Task prompt |
Every line below should be copied exactly; drop the pictures.

*** Information given ***

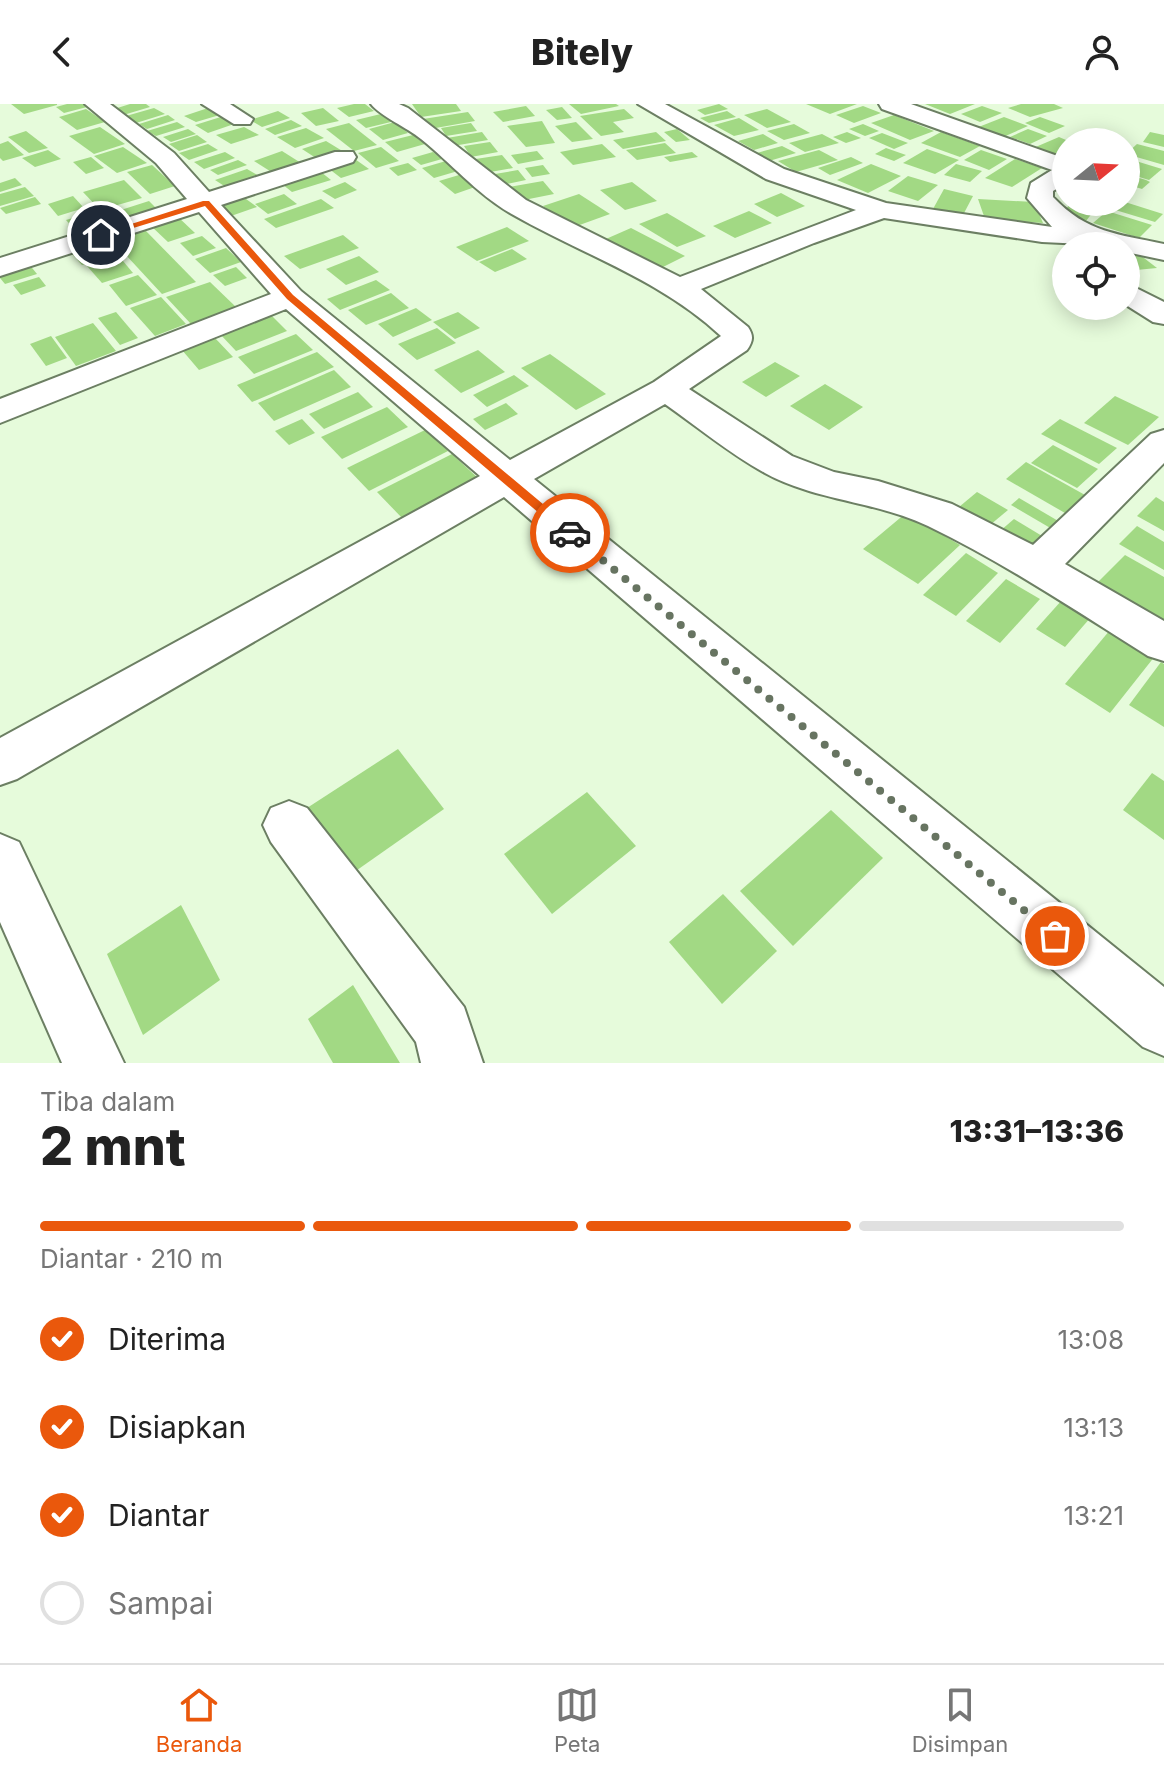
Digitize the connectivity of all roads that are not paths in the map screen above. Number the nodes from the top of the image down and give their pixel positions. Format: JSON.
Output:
{"nodes":[{"id":1,"x":96,"y":104,"type":"edge"},
{"id":2,"x":213,"y":104,"type":"edge"},
{"id":3,"x":382,"y":104,"type":"edge"},
{"id":4,"x":649,"y":104,"type":"edge"},
{"id":5,"x":890,"y":104,"type":"edge"},
{"id":6,"x":242,"y":119,"type":"dead end"},
{"id":7,"x":344,"y":157,"type":"dead end"},
{"id":8,"x":1052,"y":165,"type":"edge"},
{"id":9,"x":1052,"y":180,"type":"edge"},
{"id":10,"x":206,"y":202,"type":"junction"},
{"id":11,"x":882,"y":210,"type":"junction"},
{"id":12,"x":1052,"y":211,"type":"edge"},
{"id":13,"x":1056,"y":216,"type":"edge"},
{"id":14,"x":1084,"y":232,"type":"edge"},
{"id":15,"x":1042,"y":234,"type":"junction"},
{"id":16,"x":1052,"y":235,"type":"edge"},
{"id":17,"x":1052,"y":242,"type":"edge"},
{"id":18,"x":1140,"y":247,"type":"edge"},
{"id":19,"x":1164,"y":252,"type":"edge"},
{"id":20,"x":10,"y":255,"type":"edge"},
{"id":21,"x":678,"y":288,"type":"junction"},
{"id":22,"x":290,"y":297,"type":"junction"},
{"id":23,"x":1140,"y":300,"type":"edge"},
{"id":24,"x":1164,"y":315,"type":"edge"},
{"id":25,"x":666,"y":389,"type":"junction"},
{"id":26,"x":0,"y":412,"type":"edge"},
{"id":27,"x":1164,"y":442,"type":"edge"},
{"id":28,"x":505,"y":479,"type":"junction"},
{"id":29,"x":1036,"y":567,"type":"junction"},
{"id":30,"x":1164,"y":643,"type":"edge"},
{"id":31,"x":0,"y":763,"type":"edge"},
{"id":32,"x":289,"y":825,"type":"dead end"},
{"id":33,"x":0,"y":860,"type":"edge"},
{"id":34,"x":1160,"y":1013,"type":"edge"},
{"id":35,"x":93,"y":1063,"type":"edge"},
{"id":36,"x":452,"y":1063,"type":"edge"}],
"edges":[{"from":1,"to":10,"type":"street"},
{"from":2,"to":6,"type":"street"},
{"from":3,"to":21,"type":"street"},
{"from":4,"to":11,"type":"street"},
{"from":5,"to":8,"type":"street"},
{"from":7,"to":10,"type":"street"},
{"from":9,"to":12,"type":"street"},
{"from":10,"to":20,"type":"street"},
{"from":10,"to":22,"type":"street"},
{"from":11,"to":15,"type":"street"},
{"from":11,"to":21,"type":"street"},
{"from":13,"to":14,"type":"street"},
{"from":15,"to":16,"type":"street"},
{"from":15,"to":17,"type":"street"},
{"from":18,"to":19,"type":"street"},
{"from":21,"to":25,"type":"street"},
{"from":22,"to":26,"type":"street"},
{"from":22,"to":28,"type":"street"},
{"from":23,"to":24,"type":"street"},
{"from":25,"to":28,"type":"street"},
{"from":25,"to":29,"type":"street"},
{"from":27,"to":29,"type":"street"},
{"from":28,"to":31,"type":"street"},
{"from":28,"to":34,"type":"street"},
{"from":29,"to":30,"type":"street"},
{"from":32,"to":36,"type":"street"},
{"from":33,"to":35,"type":"street"}]}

*** End of Information given ***

Completed task |
Digitize the connectivity of all roads that are not paths in the map screen above. Number the nodes from the top of the image down and give their pixel positions. Format: JSON.
Output:
{"nodes":[{"id":1,"x":96,"y":104,"type":"edge"},
{"id":2,"x":213,"y":104,"type":"edge"},
{"id":3,"x":382,"y":104,"type":"edge"},
{"id":4,"x":649,"y":104,"type":"edge"},
{"id":5,"x":890,"y":104,"type":"edge"},
{"id":6,"x":242,"y":119,"type":"dead end"},
{"id":7,"x":344,"y":157,"type":"dead end"},
{"id":8,"x":1052,"y":165,"type":"edge"},
{"id":9,"x":1052,"y":180,"type":"edge"},
{"id":10,"x":206,"y":202,"type":"junction"},
{"id":11,"x":882,"y":210,"type":"junction"},
{"id":12,"x":1052,"y":211,"type":"edge"},
{"id":13,"x":1056,"y":216,"type":"edge"},
{"id":14,"x":1084,"y":232,"type":"edge"},
{"id":15,"x":1042,"y":234,"type":"junction"},
{"id":16,"x":1052,"y":235,"type":"edge"},
{"id":17,"x":1052,"y":242,"type":"edge"},
{"id":18,"x":1140,"y":247,"type":"edge"},
{"id":19,"x":1164,"y":252,"type":"edge"},
{"id":20,"x":10,"y":255,"type":"edge"},
{"id":21,"x":678,"y":288,"type":"junction"},
{"id":22,"x":290,"y":297,"type":"junction"},
{"id":23,"x":1140,"y":300,"type":"edge"},
{"id":24,"x":1164,"y":315,"type":"edge"},
{"id":25,"x":666,"y":389,"type":"junction"},
{"id":26,"x":0,"y":412,"type":"edge"},
{"id":27,"x":1164,"y":442,"type":"edge"},
{"id":28,"x":505,"y":479,"type":"junction"},
{"id":29,"x":1036,"y":567,"type":"junction"},
{"id":30,"x":1164,"y":643,"type":"edge"},
{"id":31,"x":0,"y":763,"type":"edge"},
{"id":32,"x":289,"y":825,"type":"dead end"},
{"id":33,"x":0,"y":860,"type":"edge"},
{"id":34,"x":1160,"y":1013,"type":"edge"},
{"id":35,"x":93,"y":1063,"type":"edge"},
{"id":36,"x":452,"y":1063,"type":"edge"}],
"edges":[{"from":1,"to":10,"type":"street"},
{"from":2,"to":6,"type":"street"},
{"from":3,"to":21,"type":"street"},
{"from":4,"to":11,"type":"street"},
{"from":5,"to":8,"type":"street"},
{"from":7,"to":10,"type":"street"},
{"from":9,"to":12,"type":"street"},
{"from":10,"to":20,"type":"street"},
{"from":10,"to":22,"type":"street"},
{"from":11,"to":15,"type":"street"},
{"from":11,"to":21,"type":"street"},
{"from":13,"to":14,"type":"street"},
{"from":15,"to":16,"type":"street"},
{"from":15,"to":17,"type":"street"},
{"from":18,"to":19,"type":"street"},
{"from":21,"to":25,"type":"street"},
{"from":22,"to":26,"type":"street"},
{"from":22,"to":28,"type":"street"},
{"from":23,"to":24,"type":"street"},
{"from":25,"to":28,"type":"street"},
{"from":25,"to":29,"type":"street"},
{"from":27,"to":29,"type":"street"},
{"from":28,"to":31,"type":"street"},
{"from":28,"to":34,"type":"street"},
{"from":29,"to":30,"type":"street"},
{"from":32,"to":36,"type":"street"},
{"from":33,"to":35,"type":"street"}]}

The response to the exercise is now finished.